[Task instructions]: How many lines in this data contain the string "tunnel"? Reply with the number only.

------------------------------------------------------------------------

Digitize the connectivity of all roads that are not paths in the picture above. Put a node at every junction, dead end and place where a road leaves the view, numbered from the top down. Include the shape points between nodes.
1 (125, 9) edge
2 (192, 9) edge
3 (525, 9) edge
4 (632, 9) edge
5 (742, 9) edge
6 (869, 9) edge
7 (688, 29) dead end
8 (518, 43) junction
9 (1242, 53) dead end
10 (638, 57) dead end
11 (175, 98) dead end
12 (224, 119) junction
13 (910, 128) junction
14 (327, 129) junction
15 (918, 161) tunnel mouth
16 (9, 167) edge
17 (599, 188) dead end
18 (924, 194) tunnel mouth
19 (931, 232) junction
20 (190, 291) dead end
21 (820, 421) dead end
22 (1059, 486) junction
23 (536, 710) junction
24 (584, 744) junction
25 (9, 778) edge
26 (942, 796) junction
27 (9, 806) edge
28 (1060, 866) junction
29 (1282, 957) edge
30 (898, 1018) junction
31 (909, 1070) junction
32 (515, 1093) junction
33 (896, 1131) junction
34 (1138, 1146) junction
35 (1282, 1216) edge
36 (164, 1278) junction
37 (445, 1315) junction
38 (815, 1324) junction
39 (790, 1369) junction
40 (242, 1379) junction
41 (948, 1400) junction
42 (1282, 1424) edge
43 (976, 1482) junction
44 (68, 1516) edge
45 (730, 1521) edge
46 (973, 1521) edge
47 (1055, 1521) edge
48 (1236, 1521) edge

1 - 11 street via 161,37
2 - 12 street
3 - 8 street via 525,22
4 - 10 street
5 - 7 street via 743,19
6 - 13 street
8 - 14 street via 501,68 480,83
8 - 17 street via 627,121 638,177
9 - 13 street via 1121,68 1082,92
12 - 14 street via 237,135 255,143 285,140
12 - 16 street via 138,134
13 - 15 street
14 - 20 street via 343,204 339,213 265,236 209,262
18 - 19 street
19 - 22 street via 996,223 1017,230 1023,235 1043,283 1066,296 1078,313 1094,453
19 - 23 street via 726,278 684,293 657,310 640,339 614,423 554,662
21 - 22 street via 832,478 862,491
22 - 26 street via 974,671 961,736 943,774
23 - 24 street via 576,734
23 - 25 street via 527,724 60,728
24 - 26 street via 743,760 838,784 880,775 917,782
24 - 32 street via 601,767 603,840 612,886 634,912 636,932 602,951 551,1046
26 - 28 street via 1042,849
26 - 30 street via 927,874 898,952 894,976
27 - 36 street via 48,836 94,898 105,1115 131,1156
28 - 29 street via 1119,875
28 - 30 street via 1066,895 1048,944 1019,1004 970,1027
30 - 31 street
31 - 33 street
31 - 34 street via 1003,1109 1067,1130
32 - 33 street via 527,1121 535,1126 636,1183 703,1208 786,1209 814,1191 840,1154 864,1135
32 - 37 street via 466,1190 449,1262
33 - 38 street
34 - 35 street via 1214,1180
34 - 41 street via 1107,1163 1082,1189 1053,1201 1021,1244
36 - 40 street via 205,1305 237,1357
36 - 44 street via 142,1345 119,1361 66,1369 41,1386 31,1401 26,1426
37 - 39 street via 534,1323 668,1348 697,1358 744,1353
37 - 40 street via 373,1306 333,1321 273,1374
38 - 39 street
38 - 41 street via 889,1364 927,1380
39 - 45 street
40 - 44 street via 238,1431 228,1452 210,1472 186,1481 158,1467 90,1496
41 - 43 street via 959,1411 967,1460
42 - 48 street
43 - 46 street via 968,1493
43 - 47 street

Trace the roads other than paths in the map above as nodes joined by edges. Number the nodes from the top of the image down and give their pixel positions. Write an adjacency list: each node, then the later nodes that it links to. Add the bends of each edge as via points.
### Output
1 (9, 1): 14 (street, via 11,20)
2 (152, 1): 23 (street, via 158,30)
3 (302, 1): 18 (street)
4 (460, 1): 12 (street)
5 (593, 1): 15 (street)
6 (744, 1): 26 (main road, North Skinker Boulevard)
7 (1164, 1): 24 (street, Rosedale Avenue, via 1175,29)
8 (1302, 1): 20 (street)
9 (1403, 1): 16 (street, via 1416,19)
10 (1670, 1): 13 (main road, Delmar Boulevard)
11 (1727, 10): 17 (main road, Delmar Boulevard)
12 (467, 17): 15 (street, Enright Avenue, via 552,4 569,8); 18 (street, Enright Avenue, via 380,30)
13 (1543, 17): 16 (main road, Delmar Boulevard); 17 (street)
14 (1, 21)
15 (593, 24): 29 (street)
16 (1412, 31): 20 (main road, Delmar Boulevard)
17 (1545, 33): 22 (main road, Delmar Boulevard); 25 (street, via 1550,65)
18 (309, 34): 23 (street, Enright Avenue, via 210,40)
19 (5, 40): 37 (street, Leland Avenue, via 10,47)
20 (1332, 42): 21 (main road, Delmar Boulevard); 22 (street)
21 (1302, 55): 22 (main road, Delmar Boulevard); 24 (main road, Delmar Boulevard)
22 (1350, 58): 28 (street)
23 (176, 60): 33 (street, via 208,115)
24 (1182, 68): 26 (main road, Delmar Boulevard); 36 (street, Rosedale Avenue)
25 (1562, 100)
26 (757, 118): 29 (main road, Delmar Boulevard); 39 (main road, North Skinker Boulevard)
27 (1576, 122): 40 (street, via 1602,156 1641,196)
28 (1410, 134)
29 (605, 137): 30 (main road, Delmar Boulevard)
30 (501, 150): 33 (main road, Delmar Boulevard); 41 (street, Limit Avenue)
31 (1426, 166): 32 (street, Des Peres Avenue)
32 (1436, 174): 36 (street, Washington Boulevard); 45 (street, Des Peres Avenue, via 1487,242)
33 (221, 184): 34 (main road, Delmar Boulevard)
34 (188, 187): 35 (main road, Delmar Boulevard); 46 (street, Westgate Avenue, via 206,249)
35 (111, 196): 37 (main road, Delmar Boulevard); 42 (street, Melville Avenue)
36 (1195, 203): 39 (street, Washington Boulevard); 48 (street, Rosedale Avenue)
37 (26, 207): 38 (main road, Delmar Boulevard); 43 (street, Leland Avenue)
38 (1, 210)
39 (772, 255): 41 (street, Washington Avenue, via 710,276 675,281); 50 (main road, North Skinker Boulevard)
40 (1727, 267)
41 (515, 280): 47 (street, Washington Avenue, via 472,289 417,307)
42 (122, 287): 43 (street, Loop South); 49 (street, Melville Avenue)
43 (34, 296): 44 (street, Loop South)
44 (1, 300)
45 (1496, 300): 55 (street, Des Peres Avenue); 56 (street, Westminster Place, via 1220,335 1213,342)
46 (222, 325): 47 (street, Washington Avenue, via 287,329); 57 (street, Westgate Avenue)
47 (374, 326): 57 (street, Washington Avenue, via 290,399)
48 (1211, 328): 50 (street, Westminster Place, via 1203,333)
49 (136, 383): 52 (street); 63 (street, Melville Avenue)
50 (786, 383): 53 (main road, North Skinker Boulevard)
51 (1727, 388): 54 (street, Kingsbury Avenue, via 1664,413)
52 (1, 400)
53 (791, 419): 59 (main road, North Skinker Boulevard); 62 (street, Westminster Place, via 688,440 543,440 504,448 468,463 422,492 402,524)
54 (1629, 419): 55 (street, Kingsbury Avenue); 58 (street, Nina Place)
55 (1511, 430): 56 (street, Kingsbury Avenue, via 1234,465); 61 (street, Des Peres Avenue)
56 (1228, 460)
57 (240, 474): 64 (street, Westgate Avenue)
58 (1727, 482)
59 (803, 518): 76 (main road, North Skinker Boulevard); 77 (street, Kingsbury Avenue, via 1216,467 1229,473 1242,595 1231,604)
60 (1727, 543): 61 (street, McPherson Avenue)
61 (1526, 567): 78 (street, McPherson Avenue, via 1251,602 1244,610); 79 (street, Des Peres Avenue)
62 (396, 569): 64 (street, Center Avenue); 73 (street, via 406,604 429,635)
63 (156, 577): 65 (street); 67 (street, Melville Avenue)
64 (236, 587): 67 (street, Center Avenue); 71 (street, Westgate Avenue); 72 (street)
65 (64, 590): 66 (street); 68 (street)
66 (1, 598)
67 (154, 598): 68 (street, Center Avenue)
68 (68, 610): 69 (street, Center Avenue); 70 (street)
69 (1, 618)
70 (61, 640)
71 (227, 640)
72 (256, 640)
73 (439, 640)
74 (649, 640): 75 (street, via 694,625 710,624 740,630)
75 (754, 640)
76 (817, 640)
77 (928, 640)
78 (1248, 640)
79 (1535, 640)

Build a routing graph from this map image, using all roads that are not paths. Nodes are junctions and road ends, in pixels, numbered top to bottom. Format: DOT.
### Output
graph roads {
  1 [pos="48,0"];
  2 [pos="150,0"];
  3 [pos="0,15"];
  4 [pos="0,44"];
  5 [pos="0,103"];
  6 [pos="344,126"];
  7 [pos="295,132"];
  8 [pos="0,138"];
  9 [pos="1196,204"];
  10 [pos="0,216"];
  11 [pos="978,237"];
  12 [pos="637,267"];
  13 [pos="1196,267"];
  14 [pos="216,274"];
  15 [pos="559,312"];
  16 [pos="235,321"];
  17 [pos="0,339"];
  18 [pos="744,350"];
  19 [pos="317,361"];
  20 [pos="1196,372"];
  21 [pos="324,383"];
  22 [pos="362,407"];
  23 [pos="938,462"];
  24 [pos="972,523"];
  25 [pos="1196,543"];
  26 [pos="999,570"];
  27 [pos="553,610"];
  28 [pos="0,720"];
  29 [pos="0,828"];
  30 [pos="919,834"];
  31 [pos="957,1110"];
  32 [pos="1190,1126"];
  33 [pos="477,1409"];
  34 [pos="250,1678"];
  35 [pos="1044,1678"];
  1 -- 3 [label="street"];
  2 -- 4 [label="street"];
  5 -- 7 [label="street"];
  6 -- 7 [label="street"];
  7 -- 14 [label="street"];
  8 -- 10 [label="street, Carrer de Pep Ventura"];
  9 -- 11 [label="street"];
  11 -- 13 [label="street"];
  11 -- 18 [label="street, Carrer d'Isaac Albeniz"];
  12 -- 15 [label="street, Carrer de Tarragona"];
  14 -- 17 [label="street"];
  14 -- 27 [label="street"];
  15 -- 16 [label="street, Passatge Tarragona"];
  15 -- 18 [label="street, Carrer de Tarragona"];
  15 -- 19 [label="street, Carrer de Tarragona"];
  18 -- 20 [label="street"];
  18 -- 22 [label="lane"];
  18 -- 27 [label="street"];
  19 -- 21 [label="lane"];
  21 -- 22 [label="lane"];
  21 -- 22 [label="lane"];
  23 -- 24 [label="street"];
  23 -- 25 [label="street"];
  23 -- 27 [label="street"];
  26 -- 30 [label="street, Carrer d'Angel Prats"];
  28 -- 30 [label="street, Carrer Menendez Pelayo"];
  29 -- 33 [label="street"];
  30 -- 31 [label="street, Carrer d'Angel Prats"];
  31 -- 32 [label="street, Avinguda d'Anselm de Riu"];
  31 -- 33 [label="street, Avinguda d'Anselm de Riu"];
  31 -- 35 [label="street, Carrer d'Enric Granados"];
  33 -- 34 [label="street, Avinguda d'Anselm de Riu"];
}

------------------------------------------------------------------------

[Completed exercise]: 2